* _EXERCISE OBJECTIVE_
Would you please copy every line from the records that contains the word "italic"?

* _DATA TO EXAMINE_
────────

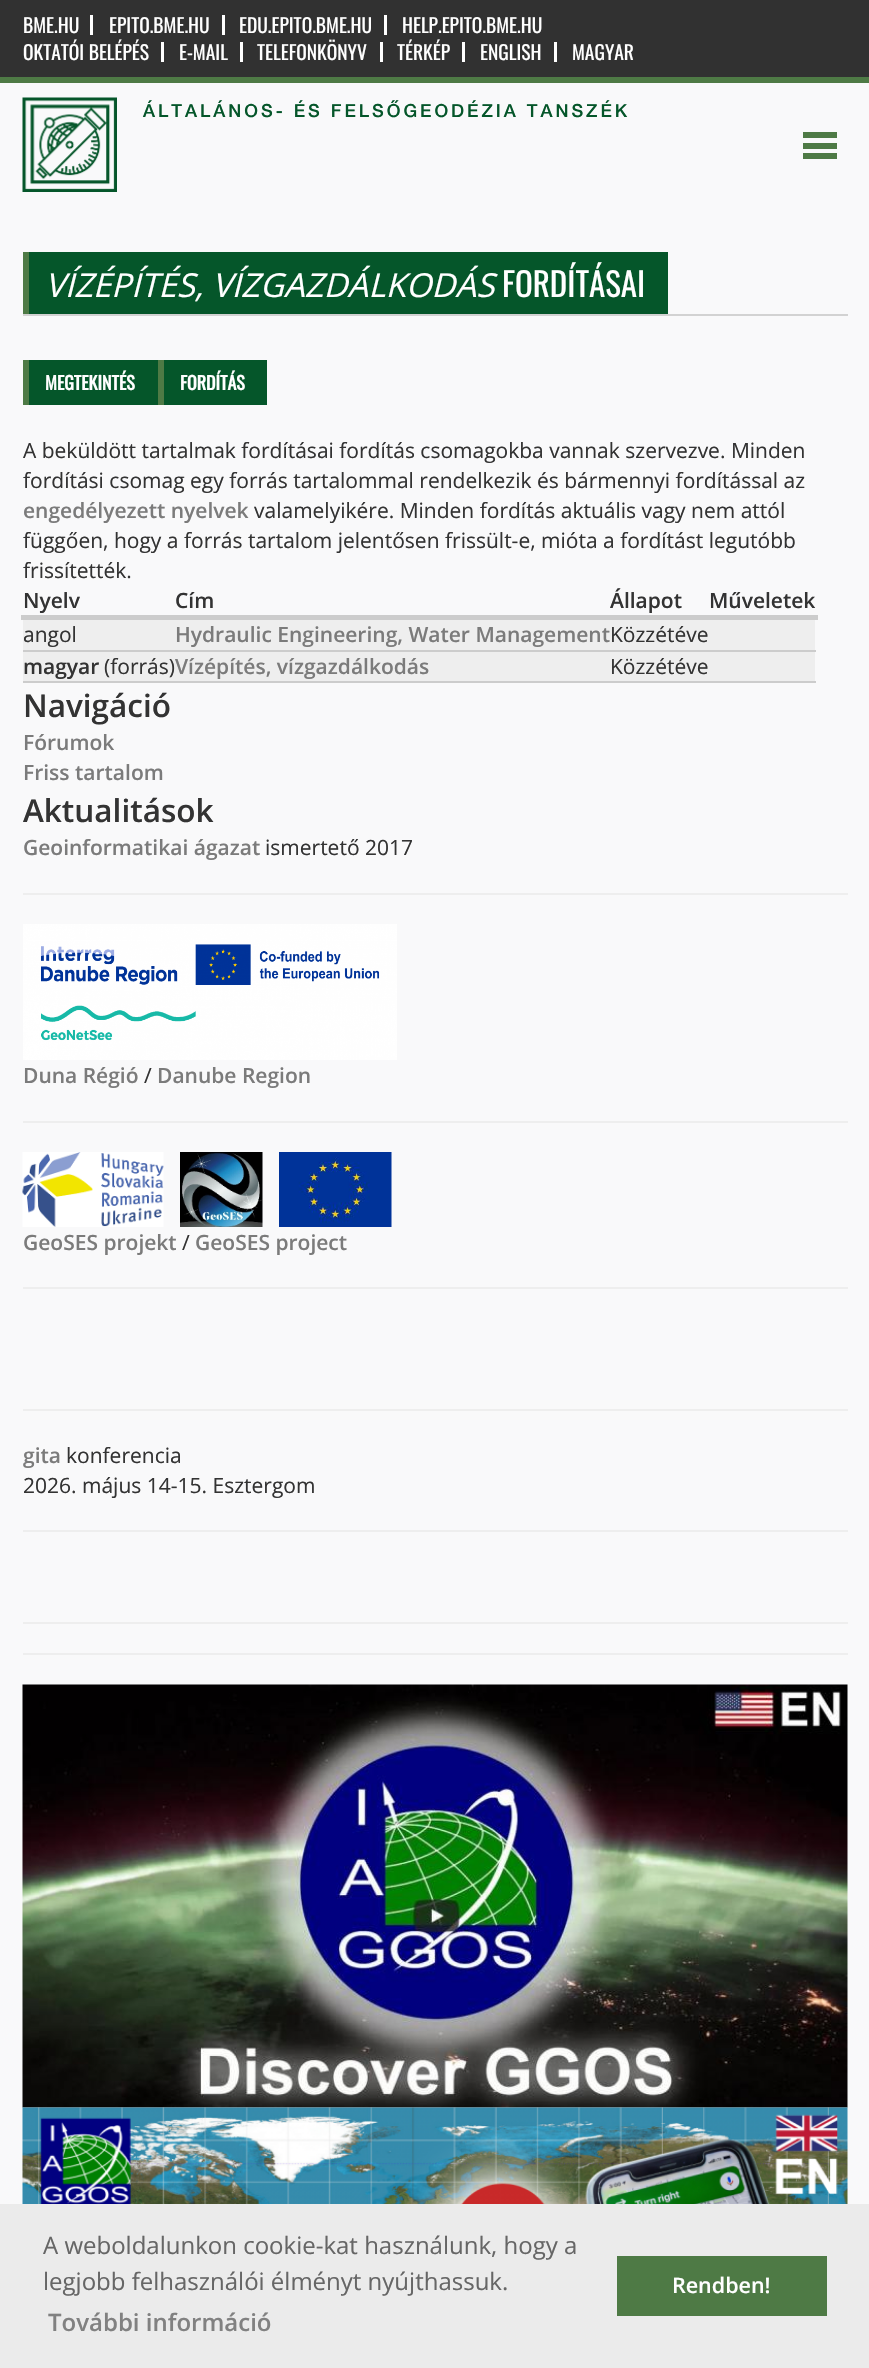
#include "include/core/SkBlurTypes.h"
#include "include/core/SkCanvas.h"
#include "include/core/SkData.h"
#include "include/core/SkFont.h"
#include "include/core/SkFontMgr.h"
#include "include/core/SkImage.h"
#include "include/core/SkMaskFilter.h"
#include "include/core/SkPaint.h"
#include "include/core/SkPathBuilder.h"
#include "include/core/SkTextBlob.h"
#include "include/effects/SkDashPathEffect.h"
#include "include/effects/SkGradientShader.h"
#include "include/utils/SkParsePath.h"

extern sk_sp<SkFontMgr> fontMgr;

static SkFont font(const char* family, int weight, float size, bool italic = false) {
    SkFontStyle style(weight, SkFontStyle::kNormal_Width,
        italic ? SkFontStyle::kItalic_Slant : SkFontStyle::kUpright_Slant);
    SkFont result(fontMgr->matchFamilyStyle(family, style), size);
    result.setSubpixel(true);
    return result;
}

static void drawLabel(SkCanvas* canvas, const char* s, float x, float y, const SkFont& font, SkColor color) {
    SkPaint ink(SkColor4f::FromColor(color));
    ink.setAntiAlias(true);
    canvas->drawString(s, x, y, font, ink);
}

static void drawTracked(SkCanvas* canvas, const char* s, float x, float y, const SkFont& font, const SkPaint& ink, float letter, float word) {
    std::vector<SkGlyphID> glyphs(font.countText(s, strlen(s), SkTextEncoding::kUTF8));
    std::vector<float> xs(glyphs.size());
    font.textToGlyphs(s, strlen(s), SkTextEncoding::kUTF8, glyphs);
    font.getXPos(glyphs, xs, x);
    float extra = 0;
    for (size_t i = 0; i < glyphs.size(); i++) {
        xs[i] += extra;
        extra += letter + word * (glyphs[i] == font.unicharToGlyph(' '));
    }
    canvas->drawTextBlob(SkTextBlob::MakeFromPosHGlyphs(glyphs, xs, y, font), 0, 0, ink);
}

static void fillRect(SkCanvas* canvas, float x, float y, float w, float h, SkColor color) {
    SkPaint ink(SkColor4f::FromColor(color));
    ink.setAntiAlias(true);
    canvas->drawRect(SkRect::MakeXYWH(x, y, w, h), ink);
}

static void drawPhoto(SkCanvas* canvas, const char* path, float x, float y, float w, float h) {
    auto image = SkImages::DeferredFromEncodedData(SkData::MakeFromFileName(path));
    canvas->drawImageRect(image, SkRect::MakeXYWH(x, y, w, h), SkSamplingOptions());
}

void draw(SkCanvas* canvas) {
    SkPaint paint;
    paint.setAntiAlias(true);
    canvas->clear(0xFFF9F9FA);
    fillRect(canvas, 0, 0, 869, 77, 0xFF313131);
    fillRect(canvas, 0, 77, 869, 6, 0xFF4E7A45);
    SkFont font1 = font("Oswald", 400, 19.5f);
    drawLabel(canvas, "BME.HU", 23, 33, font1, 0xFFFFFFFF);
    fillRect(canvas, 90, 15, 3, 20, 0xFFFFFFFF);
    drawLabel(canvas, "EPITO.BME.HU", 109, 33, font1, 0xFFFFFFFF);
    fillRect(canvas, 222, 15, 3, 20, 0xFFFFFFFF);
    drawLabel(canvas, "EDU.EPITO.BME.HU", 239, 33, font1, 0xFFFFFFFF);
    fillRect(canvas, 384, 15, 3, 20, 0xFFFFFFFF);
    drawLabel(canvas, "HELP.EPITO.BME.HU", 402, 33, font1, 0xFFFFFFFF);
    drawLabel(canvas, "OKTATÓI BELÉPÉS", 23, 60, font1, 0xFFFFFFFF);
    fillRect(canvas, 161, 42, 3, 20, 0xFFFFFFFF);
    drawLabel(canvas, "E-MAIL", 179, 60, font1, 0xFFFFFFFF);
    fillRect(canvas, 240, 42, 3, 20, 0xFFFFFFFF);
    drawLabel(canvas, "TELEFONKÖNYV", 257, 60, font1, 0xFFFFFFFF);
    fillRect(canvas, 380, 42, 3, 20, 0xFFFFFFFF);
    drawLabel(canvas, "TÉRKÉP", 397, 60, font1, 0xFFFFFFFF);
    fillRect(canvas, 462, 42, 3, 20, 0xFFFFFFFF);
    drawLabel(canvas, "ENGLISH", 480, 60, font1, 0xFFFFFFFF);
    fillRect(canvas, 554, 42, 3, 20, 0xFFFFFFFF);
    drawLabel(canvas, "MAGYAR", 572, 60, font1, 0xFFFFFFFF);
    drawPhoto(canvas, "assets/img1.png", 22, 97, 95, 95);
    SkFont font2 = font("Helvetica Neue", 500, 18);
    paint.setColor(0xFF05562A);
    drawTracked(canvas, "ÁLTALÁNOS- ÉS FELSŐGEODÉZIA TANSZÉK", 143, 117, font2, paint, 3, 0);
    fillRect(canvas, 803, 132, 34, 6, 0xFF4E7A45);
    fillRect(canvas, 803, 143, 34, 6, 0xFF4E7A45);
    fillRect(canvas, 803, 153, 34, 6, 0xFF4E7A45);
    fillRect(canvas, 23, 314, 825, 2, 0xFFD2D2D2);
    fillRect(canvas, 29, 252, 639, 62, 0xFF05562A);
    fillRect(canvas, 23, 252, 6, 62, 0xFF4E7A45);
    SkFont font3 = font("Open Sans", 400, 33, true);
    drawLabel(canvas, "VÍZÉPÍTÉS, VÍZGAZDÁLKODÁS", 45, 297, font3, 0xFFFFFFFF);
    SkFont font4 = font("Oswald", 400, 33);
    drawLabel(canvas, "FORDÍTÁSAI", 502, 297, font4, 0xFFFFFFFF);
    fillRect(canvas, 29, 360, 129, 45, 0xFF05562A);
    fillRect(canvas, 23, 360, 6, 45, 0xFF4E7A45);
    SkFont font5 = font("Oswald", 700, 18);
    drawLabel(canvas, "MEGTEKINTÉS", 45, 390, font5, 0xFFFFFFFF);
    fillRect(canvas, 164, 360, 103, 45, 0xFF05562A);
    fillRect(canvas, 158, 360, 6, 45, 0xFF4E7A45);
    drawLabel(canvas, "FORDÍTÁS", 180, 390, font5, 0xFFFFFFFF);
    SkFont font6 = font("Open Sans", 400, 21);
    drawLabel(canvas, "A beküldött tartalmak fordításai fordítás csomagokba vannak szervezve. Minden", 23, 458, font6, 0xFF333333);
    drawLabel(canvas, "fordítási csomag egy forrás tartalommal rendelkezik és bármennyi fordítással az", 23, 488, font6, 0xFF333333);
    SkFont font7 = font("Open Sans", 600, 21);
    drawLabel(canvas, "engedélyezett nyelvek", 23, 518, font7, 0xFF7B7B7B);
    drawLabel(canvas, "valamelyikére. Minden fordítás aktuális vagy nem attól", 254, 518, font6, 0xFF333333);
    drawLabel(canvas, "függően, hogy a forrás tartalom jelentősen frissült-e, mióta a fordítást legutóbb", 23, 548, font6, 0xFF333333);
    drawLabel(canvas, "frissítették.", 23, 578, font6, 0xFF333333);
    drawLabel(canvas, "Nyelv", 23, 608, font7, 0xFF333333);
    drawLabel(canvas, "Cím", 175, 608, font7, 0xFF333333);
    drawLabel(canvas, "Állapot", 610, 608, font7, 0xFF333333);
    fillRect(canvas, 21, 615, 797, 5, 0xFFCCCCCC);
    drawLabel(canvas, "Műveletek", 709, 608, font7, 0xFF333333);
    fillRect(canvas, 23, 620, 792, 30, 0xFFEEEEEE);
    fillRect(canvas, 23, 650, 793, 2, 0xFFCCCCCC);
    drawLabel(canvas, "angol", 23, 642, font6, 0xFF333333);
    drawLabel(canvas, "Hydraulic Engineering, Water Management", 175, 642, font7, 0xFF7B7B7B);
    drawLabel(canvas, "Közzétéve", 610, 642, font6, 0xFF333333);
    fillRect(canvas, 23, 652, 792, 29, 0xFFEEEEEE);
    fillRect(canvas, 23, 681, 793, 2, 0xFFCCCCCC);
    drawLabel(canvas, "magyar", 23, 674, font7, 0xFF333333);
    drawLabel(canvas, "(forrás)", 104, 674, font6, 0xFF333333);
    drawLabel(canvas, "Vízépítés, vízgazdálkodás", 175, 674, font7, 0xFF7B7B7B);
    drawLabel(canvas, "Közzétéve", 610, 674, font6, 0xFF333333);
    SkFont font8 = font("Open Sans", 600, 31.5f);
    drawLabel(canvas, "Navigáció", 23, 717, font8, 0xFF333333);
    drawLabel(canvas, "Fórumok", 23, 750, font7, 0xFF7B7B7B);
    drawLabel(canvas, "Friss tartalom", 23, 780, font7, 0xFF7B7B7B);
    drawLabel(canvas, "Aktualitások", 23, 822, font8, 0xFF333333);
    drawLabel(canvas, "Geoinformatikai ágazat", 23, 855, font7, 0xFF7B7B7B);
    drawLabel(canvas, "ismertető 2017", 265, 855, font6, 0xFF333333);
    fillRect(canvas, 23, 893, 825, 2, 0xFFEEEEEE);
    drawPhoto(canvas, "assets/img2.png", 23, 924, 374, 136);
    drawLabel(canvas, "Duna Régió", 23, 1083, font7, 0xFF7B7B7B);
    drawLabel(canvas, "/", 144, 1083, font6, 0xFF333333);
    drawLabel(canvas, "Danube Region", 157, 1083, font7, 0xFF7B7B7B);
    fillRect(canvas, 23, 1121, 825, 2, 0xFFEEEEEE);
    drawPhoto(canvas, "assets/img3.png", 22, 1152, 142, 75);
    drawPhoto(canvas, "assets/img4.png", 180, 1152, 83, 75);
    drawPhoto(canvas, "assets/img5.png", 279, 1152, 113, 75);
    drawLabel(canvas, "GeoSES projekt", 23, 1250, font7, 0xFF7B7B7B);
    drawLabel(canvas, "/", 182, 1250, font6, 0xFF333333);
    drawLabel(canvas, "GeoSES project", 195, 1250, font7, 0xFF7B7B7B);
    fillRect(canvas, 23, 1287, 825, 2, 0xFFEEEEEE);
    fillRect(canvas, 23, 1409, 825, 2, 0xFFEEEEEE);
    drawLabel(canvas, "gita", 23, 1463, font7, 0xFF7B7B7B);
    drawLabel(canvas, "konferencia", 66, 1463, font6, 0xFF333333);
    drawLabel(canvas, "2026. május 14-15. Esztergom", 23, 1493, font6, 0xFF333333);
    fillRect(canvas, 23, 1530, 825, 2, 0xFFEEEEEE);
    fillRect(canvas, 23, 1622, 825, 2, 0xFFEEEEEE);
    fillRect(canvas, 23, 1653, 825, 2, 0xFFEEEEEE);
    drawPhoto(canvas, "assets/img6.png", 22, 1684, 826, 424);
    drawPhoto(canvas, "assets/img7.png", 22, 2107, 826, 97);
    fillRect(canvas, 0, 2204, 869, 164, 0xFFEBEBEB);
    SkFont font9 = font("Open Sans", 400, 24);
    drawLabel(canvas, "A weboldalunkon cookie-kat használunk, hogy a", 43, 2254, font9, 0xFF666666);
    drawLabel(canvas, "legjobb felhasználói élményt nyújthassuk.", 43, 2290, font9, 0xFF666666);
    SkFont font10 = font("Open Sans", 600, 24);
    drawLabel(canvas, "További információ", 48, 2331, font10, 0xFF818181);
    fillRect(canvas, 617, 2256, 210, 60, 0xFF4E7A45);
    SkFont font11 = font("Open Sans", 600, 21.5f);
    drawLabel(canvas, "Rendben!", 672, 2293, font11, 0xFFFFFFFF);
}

────────

* _OUTPUT OF THE TASK_
static SkFont font(const char* family, int weight, float size, bool italic = false) {
        italic ? SkFontStyle::kItalic_Slant : SkFontStyle::kUpright_Slant);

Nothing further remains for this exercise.